Be negative and complain a lot. Since nobody wants to hear a negative person ramble and complain a lot as this will help you NOT get a sale. Think of complaints as an equivalent to spraying mace in someone’s eyes. Don’t complain about ANYTHING not matter what. This frame costs too much or that artist doesn’t know what they are talking about or this paint is too expensive are all negative comments.

We all know that the arts can be tough so after a long day at an outdoor exhibition, you have had no sales, your sunburned, tired, annoyed and in the last 15 minutes someone walks in and says hi. Don’t act aloof or negative treat him/her as though they were your first customer.

Act aloof or inaccessible when someone enters your art exhibition space, gallery. Read a book or laugh with your friends when the customer looks as though they need help. This is yet another great way Not to sell you artwork.

Overindulge in the available wine or beer or get stoned/high at your next exhibition/show. This will make it extra fun and challenging to sell you work. Don’t do it.

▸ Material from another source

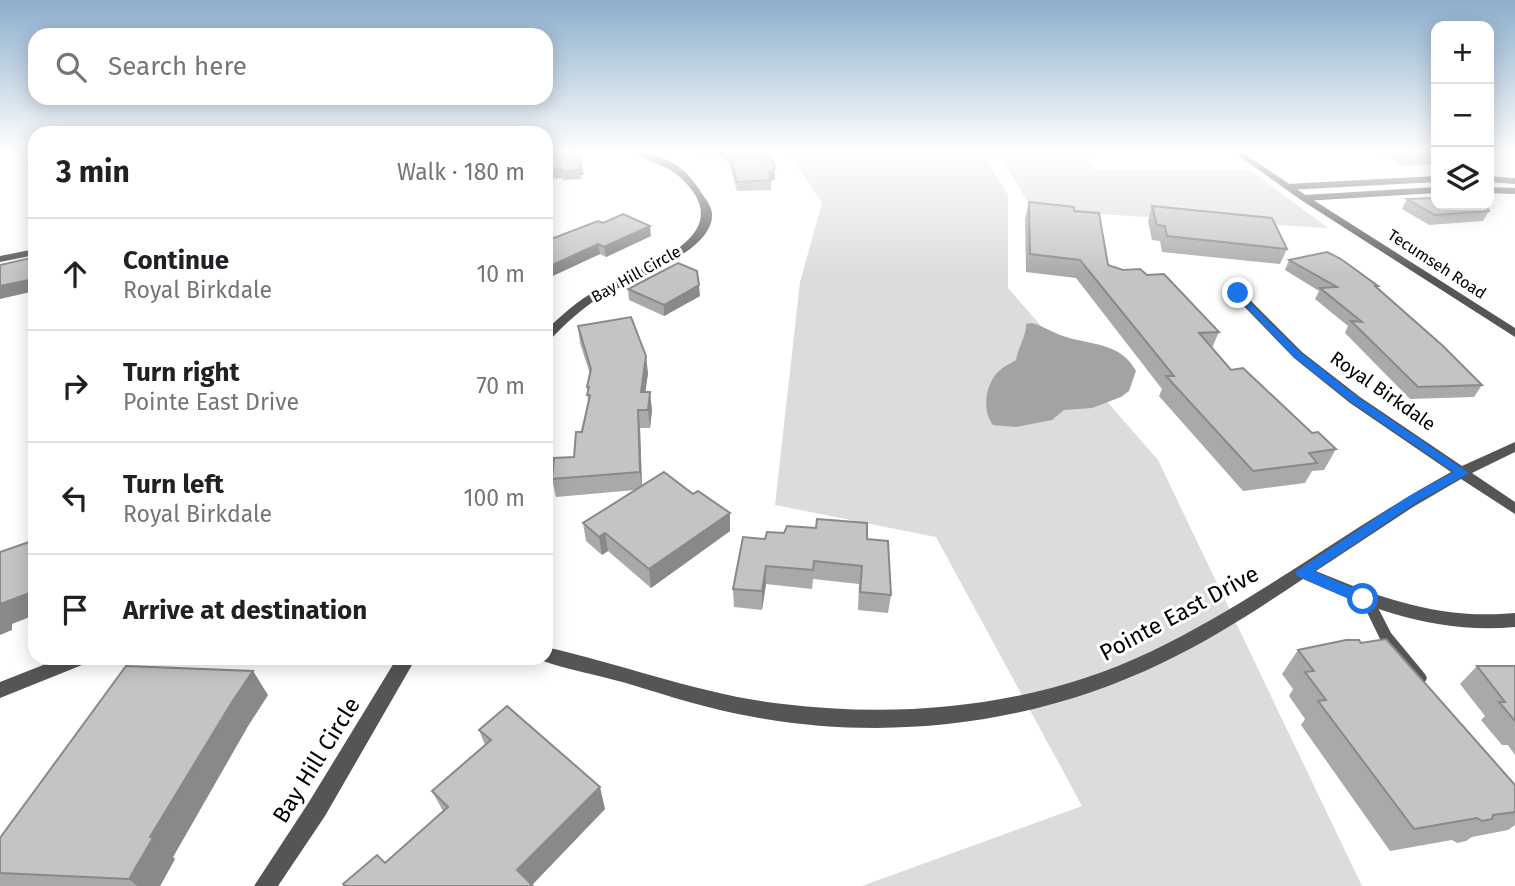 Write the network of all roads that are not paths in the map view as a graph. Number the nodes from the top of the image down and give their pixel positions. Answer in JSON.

In every conversation make hints towards or references towards your next upcoming show. This is similar to passing out business cards like candy. This is the biggest mistake you can make. You need to focus on the quality, conversation not on quantity the masses. It is far more productive to hand out three business cards in eight hours after developing a strong conversation and leads then to hand out 300 cards in eight hours.

Try convincing people who have or show little interest in your artwork that they should purchase it just like the street vendors do.

Tell people that your artwork is better and your style is better then other artists because of this and that.

Make people feel inferior by making them feel honoured to hear your superior intellect of art and when someone asks about your art make sure you sound smart by using insider words and new terminology.
Never say anything good about a fellow artist.